Saturday, December 2, 2006

ch 9 objectives/synopsis

Chapter 9 – Nominations, Elections, and Campaigns

Learning Objectives:
• Define key terms at end of chapter

• Differentiate among the various types of primaries and tell what impact, if any, they have upon the role of political parties

• Outline ways in which Congress has regulated campaign finance

• Describe a typical campaign strategy that might be used by a professional campaign manager

• Explain how the president is indirectly elected through the electoral college and tell the advantages and disadvantages of that system

• Compare the effects of key long-and-short term forces on voters choice

• Decide whether the American party system is more pluralist or more majoritarian in its operation

Chapter Synopsis

The American electoral process has undergone considerable change. Increasingly, election campaigns have evolved from being party centered to being candidate centered. Most candidates for major office are nominated through a primary election. To nominate a presidential candidate, parties employ a mix of presidential primaries, local caucuses, and party conventions.
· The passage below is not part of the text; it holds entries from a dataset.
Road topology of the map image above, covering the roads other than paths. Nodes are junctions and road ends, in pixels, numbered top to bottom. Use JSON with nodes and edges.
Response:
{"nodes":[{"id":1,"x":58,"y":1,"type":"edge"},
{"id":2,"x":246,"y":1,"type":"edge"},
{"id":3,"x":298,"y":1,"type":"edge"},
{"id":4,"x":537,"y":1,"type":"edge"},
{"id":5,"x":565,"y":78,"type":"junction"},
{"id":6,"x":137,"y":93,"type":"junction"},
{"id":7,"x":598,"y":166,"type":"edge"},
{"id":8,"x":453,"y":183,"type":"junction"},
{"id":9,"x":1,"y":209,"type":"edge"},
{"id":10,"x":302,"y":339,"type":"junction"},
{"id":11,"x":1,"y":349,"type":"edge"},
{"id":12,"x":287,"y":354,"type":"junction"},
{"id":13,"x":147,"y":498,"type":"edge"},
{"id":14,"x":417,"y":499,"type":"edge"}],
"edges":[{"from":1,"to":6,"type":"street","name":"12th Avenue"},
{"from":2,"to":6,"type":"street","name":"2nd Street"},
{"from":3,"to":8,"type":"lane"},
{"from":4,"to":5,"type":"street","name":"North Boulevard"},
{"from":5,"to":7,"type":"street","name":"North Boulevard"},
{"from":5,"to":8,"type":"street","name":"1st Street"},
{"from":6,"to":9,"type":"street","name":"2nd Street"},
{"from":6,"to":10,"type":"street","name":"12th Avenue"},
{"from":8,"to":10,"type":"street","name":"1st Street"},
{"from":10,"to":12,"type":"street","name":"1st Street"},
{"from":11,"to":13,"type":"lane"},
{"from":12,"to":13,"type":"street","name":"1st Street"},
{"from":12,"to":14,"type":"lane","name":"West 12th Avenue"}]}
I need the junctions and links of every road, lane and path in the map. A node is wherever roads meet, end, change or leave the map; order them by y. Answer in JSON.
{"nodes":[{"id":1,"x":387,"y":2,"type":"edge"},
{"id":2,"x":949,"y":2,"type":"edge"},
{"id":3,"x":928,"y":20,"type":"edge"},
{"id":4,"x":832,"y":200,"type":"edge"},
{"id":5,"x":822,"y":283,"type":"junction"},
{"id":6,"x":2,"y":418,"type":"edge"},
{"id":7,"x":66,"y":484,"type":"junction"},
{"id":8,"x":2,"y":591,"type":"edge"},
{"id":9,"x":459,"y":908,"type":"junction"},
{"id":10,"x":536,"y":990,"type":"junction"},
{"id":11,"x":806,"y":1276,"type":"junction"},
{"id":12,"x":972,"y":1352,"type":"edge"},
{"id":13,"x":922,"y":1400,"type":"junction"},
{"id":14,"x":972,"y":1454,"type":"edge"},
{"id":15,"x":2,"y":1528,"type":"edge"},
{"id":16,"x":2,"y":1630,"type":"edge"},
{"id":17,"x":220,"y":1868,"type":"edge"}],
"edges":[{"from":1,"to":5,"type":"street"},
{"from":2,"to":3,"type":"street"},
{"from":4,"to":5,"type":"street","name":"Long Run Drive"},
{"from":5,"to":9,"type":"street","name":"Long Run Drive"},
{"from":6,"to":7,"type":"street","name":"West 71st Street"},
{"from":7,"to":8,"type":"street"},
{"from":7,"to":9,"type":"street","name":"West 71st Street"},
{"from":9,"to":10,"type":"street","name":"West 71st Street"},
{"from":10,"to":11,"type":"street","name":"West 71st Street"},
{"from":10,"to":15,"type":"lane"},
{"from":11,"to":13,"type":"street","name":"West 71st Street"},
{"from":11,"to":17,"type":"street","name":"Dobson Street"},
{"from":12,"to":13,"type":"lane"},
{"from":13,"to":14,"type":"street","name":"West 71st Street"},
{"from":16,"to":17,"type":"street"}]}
In seeking election, an incumbent usually
Enjoys an advantage over a challenger, especially in elections to Congress, where challengers get far less money from organized groups.
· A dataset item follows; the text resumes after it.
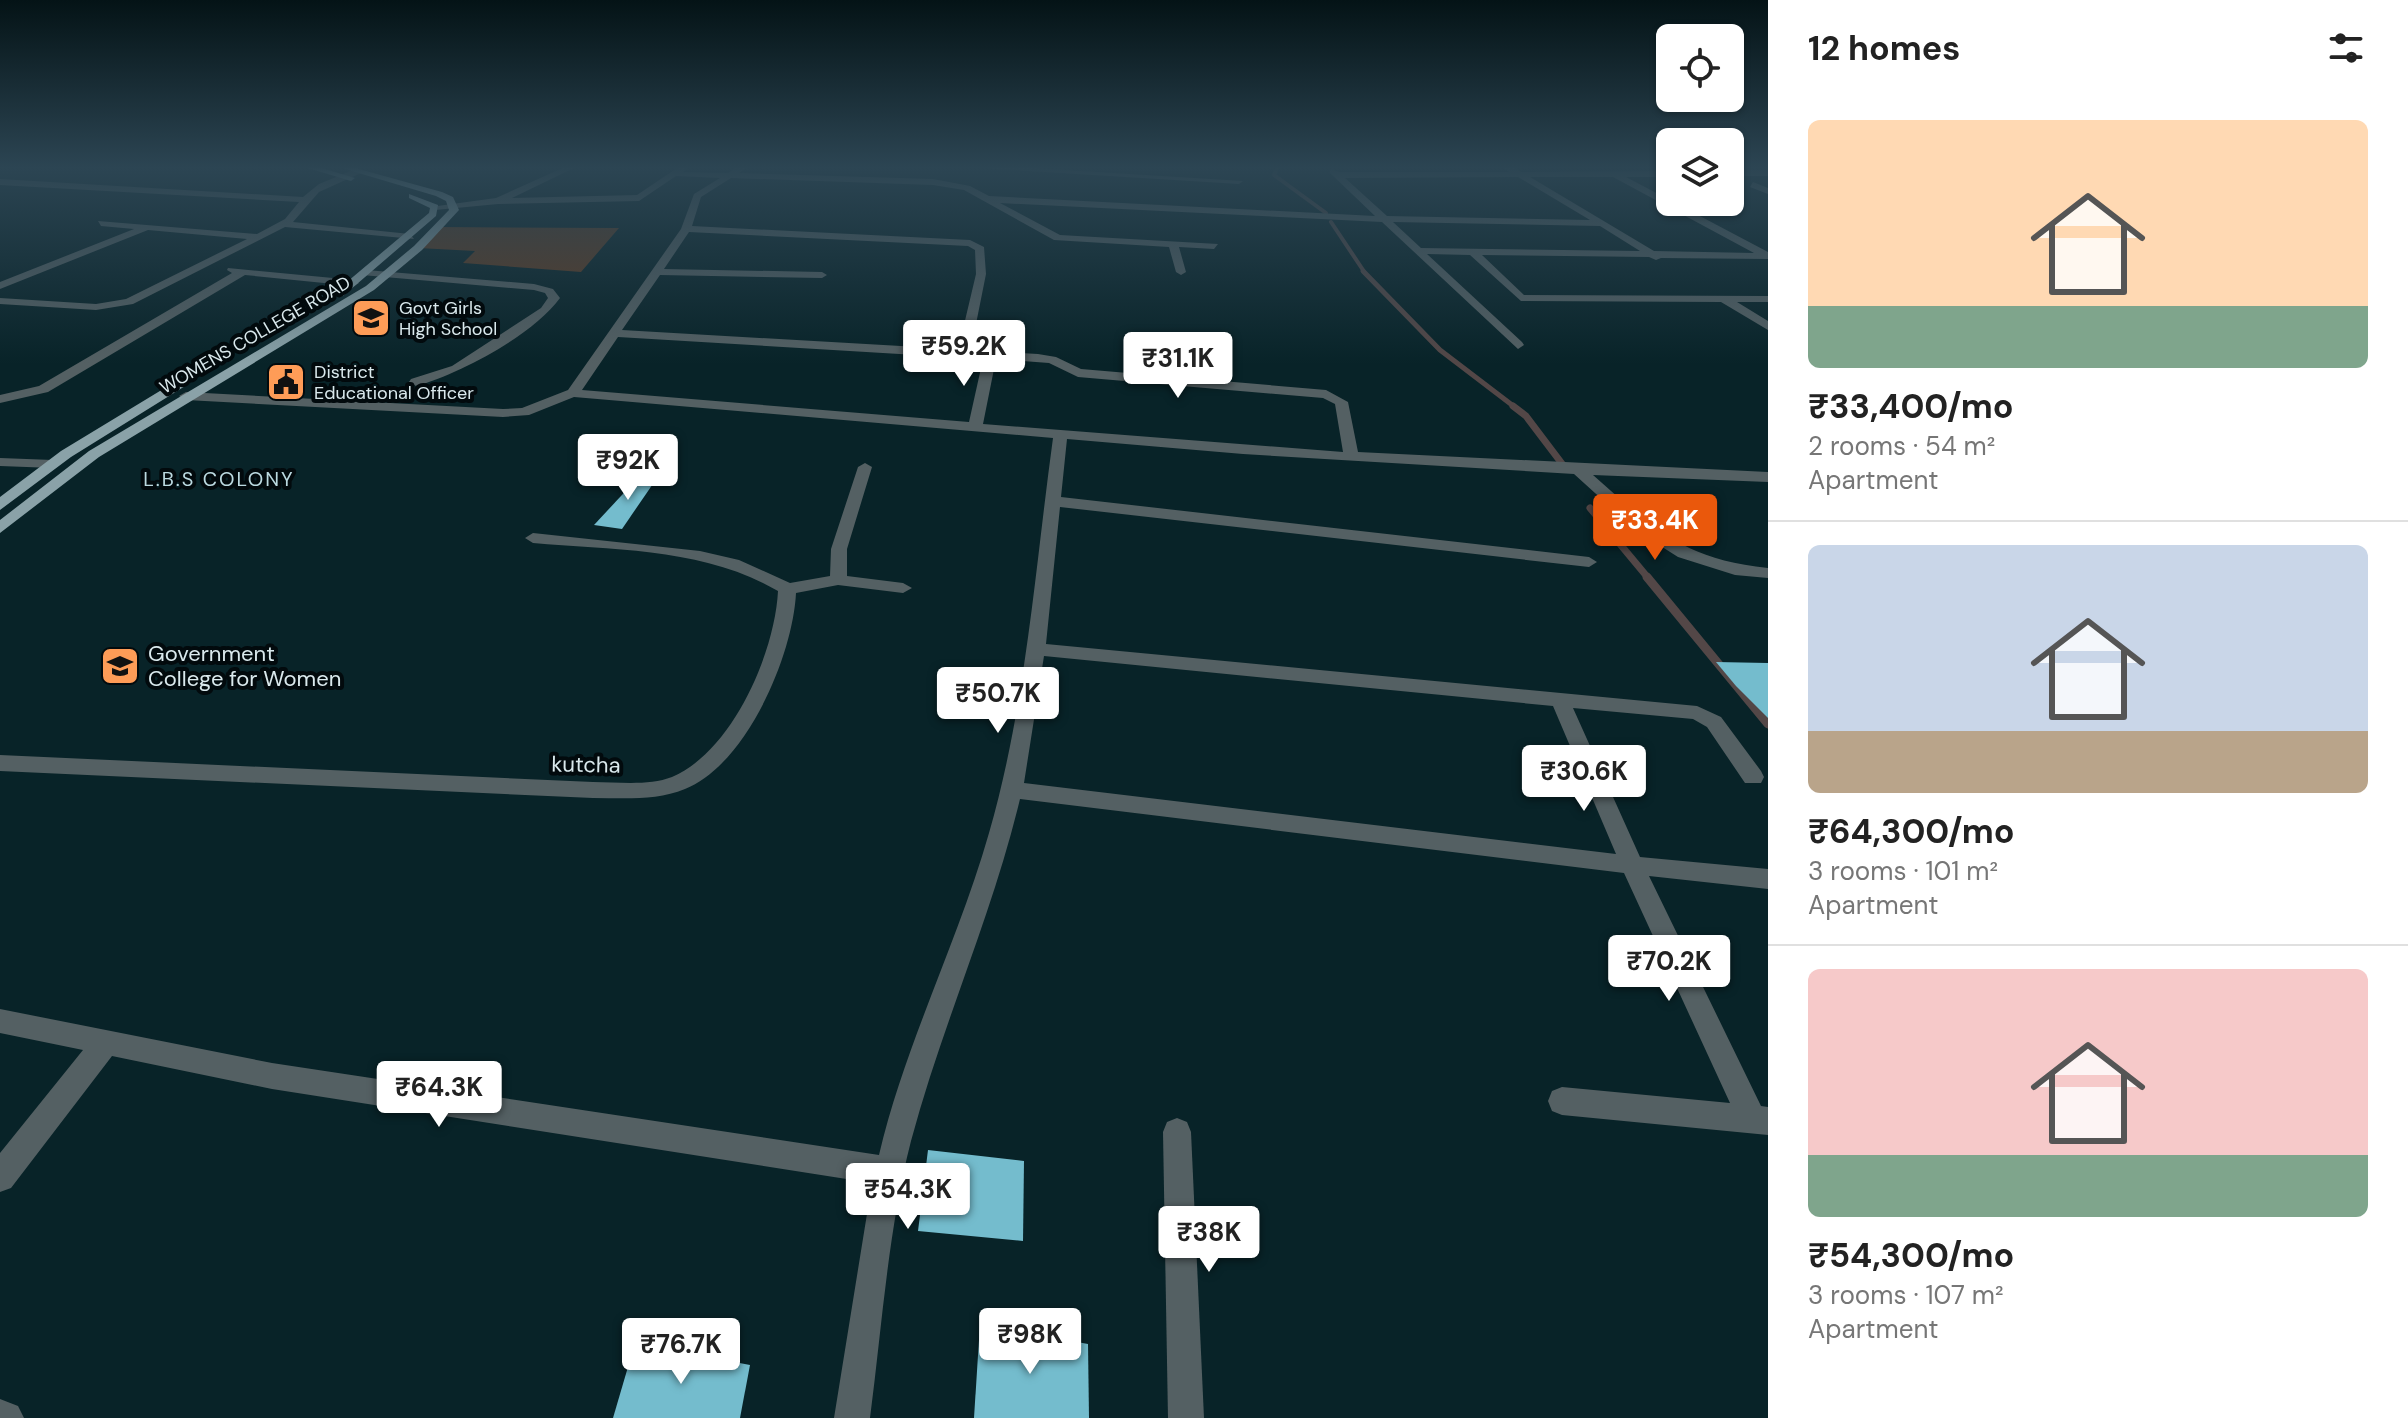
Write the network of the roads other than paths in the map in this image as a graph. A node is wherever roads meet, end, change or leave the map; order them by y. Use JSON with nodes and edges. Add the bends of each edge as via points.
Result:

Campaign funds are perhaps the most vital campaign resource. Campaign financing is now heavily regulated by national and state governments. At the national level, the Federal Election Commission enforces limits on financial contributions and requires full disclosure of campaign spending. It also administers the public financing of presidential campaigns. Such financing has effected campaigns by placing limits on campaign costs, by helping to equalize the amounts spent by major candidates in the general election, and by increasing the candidate-centered orientation of elections. Public funds are given to the candidate rather than the political party represented by the individual. Access to such funds has generally further isolated the presidential campaign from congressional campaigns. Candidates usually turn to pollsters or political consultants to develop a strategy that mixes party, issues, and images. The campaign message is then disseminated via the mass media through news coverage and advertising.
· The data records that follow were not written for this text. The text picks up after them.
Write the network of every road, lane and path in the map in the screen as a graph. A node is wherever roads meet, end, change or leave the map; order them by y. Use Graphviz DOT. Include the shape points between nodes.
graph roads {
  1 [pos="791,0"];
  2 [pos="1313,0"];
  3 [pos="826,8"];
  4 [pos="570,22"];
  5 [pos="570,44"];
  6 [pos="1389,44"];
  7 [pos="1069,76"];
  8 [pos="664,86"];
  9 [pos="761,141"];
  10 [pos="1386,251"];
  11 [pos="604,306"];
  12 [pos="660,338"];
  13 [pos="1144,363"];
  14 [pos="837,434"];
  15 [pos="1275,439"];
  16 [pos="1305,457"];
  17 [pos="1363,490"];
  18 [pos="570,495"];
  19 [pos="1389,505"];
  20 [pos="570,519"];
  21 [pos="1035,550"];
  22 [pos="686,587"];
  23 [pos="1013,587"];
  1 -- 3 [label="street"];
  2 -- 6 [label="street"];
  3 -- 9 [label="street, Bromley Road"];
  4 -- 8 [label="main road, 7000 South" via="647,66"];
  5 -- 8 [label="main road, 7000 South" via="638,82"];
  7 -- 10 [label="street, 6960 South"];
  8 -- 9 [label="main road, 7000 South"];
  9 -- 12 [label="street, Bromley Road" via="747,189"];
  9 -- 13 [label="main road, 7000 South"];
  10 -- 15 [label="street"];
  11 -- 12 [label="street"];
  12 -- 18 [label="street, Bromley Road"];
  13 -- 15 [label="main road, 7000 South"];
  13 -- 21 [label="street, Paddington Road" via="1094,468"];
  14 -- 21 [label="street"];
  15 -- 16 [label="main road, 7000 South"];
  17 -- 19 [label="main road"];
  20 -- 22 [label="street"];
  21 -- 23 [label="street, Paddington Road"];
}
All seats in the House of Representatives, one-third of the seats in the Senate, and numerous state and local offices are filled in general elections, which are held in November in even numbered years. The president is elected indirectly through the electoral college, in which each state has a number of electors equal to the total of its senators and representatives. Voters may vote either a straight ticket, in which they choose only one party’s candidates for all offices, or a split ticket, in which they choose candidates from different parties.
Individual voting choices can be explained as products of long-term forces, which operate over a series of elections, and short-term forces, which are associated with particular elections. Party identification is the most important long-term force. The most important short-term forces are candidates attributes and policy positions. Most studies of presidential elections show that issues are less important than either party identification or the candidate’s image when people cast their ballots.

Although the party affiliation of the candidates and the party identification of the voters explain a good deal of electoral behavior, party organizations are not central to elections in the United States. Both major parties fail to meet two of the four principles of responsible government noted in chapter 8. First, they do not choose candidates according to party programs. Second, the governing party cannot be held responsible at the next election for executing its program because there is no governing party when the president is of one party and the Congress is controlled by the other. Even though parties do not satisfy all elements of the majoritarian model, in the United States parties do fit well into the pluralist model. They function as giant interest groups themselves, and their decentralized organization provides many opportunities for other organized groups to back candidates that favor their interests.